Task material ::
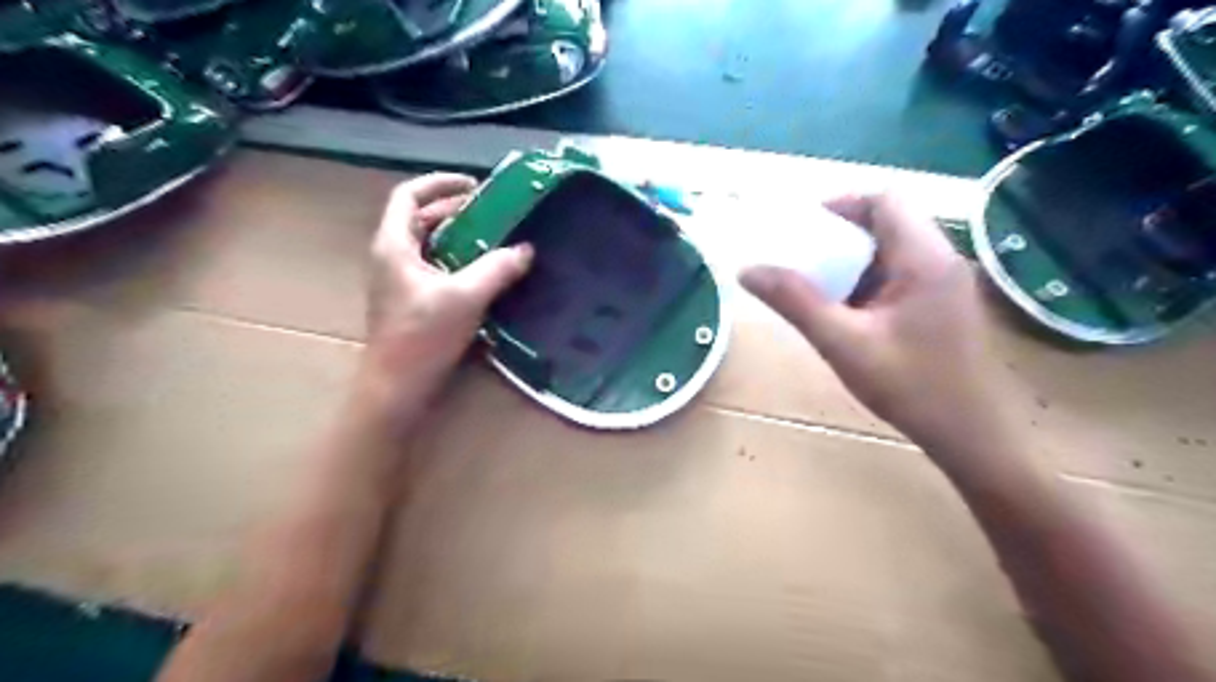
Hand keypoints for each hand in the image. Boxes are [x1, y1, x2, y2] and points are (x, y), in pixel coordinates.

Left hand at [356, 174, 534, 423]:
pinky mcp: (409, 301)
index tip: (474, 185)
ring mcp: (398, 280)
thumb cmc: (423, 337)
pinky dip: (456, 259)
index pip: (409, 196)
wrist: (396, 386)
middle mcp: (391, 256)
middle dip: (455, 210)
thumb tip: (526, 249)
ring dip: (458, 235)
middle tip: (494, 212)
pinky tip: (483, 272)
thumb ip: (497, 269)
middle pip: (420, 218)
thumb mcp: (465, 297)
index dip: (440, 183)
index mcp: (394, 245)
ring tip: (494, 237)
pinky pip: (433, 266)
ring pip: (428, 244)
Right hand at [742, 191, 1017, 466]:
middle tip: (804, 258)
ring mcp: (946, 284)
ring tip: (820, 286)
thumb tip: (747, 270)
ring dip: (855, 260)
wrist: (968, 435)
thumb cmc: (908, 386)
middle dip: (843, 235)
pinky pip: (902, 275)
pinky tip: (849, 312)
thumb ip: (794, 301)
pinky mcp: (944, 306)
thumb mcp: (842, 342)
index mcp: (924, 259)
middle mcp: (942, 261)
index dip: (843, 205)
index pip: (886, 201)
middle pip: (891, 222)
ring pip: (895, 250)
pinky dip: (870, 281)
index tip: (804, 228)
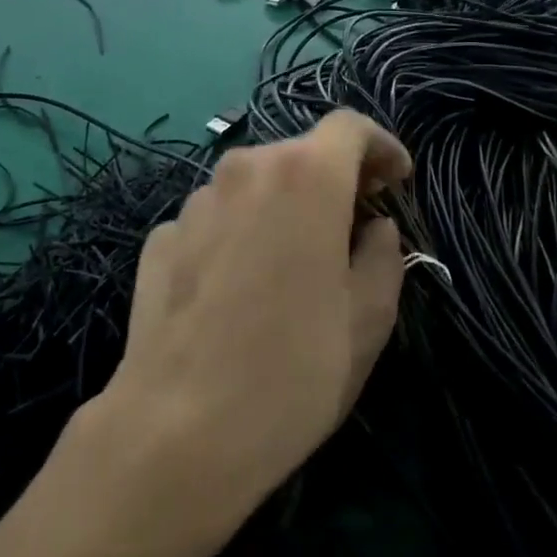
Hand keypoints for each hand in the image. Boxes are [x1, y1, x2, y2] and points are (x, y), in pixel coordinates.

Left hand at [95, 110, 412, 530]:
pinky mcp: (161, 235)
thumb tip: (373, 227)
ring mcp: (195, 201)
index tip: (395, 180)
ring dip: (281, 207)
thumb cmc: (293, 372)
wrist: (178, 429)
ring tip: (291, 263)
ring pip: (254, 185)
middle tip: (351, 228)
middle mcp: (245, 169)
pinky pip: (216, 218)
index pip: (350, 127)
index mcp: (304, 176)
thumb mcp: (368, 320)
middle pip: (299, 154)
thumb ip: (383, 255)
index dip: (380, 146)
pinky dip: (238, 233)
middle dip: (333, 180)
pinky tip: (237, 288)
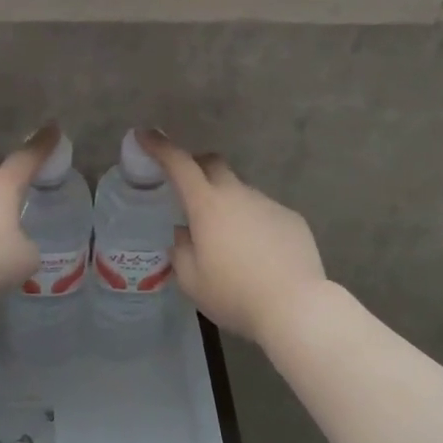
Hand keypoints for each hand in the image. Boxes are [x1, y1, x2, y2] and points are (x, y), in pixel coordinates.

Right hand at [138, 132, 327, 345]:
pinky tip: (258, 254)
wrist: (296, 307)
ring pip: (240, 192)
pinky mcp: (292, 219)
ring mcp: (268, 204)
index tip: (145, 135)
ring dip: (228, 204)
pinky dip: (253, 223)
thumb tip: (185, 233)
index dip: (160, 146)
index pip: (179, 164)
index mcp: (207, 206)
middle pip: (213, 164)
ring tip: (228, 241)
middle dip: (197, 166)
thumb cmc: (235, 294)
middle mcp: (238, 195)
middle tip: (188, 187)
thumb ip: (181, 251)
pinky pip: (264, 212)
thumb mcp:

* * *

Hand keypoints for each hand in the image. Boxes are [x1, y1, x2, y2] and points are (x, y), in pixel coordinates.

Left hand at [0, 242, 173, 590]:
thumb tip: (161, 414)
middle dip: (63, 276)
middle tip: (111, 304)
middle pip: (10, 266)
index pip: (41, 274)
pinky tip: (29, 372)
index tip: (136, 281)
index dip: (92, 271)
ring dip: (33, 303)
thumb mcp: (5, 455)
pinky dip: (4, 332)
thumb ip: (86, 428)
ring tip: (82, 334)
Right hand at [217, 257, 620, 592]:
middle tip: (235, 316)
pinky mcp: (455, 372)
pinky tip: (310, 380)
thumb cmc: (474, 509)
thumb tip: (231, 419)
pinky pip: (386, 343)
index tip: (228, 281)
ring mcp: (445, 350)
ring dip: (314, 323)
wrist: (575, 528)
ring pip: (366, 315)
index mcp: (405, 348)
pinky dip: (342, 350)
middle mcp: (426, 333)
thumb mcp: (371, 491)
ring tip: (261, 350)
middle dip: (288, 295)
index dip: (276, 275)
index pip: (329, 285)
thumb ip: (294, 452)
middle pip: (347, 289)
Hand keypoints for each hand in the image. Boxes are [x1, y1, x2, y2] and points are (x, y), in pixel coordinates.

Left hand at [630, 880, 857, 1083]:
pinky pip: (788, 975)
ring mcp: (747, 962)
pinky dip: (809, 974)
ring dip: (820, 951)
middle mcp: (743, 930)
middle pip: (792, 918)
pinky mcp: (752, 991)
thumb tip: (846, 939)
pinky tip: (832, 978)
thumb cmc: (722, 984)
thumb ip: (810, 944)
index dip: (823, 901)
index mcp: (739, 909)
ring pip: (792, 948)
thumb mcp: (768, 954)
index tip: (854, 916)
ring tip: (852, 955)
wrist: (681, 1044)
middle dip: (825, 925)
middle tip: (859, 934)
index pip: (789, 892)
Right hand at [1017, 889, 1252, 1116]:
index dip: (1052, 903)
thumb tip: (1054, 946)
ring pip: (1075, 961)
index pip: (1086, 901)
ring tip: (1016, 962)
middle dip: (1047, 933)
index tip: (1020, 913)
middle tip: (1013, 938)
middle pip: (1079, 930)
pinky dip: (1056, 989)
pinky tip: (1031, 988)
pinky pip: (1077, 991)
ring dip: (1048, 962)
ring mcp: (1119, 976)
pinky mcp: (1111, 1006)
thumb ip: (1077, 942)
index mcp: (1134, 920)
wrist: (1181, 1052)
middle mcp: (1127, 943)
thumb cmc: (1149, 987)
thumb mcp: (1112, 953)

---

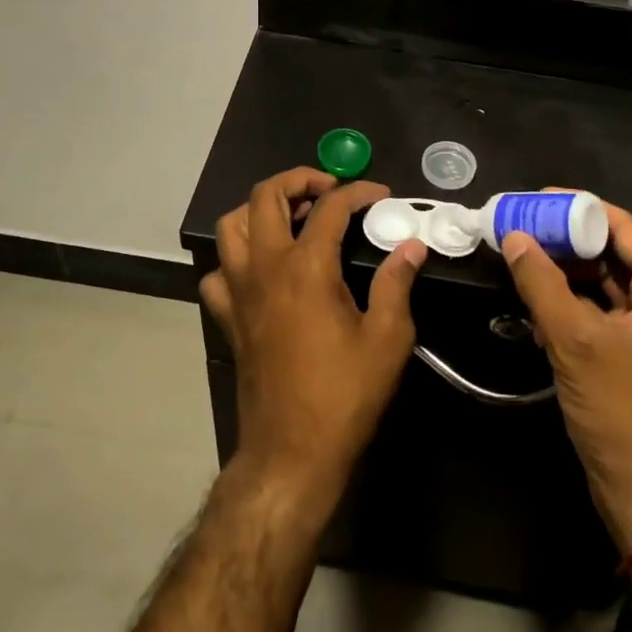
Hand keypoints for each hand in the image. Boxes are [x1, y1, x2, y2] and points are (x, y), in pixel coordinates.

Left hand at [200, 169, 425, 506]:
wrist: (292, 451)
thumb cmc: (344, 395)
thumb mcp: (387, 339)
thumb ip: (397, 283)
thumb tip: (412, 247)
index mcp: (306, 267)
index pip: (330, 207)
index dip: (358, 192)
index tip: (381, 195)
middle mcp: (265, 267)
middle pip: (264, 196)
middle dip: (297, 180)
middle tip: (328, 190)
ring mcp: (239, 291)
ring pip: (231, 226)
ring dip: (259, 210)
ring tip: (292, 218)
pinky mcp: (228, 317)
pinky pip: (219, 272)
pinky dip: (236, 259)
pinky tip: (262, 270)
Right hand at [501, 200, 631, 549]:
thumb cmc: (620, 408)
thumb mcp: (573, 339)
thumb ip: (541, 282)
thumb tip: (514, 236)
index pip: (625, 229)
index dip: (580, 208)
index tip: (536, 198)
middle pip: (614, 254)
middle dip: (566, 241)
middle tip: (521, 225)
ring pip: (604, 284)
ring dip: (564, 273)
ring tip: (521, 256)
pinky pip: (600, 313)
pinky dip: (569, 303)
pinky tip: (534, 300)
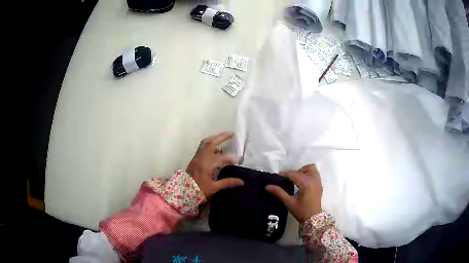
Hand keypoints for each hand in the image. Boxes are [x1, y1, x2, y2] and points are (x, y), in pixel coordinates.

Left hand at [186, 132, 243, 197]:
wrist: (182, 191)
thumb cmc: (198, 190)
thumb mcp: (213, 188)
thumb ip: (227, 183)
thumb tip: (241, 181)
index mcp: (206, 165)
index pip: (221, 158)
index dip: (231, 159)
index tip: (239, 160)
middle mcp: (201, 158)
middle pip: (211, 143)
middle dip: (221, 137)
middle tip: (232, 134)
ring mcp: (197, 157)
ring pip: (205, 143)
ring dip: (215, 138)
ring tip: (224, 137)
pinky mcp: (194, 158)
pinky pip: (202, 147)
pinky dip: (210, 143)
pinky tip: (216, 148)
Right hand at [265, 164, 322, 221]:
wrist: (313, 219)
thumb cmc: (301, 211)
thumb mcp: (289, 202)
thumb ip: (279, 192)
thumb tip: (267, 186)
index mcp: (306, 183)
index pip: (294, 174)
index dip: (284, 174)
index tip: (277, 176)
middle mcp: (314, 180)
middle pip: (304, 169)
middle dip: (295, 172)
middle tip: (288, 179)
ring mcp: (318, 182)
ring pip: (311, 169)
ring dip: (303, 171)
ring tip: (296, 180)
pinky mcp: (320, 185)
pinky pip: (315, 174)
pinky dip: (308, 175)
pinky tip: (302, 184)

Instructions to follow :: Among the lines above, repeat exactly those from the line with "pinky dip: (809, 974)" to the line with "thumb tip: (1054, 946)", counting both ends.

Response to the exercise ::
pinky dip: (809, 974)
ring dip: (820, 951)
middle mcp: (743, 930)
middle pip: (792, 918)
pinky mcp: (752, 991)
thumb tip: (846, 939)
pinky tip: (832, 978)
thumb cmc: (722, 984)
thumb ip: (810, 944)
index dip: (823, 901)
index mcp: (739, 909)
ring pip: (792, 948)
thumb mcp: (768, 954)
index tip: (854, 916)
ring tip: (852, 955)
wrist: (681, 1044)
middle dip: (825, 925)
middle tip: (859, 934)
index pip: (789, 892)
Right hand at [1017, 889, 1252, 1116]:
index dip: (1052, 903)
thumb tip: (1054, 946)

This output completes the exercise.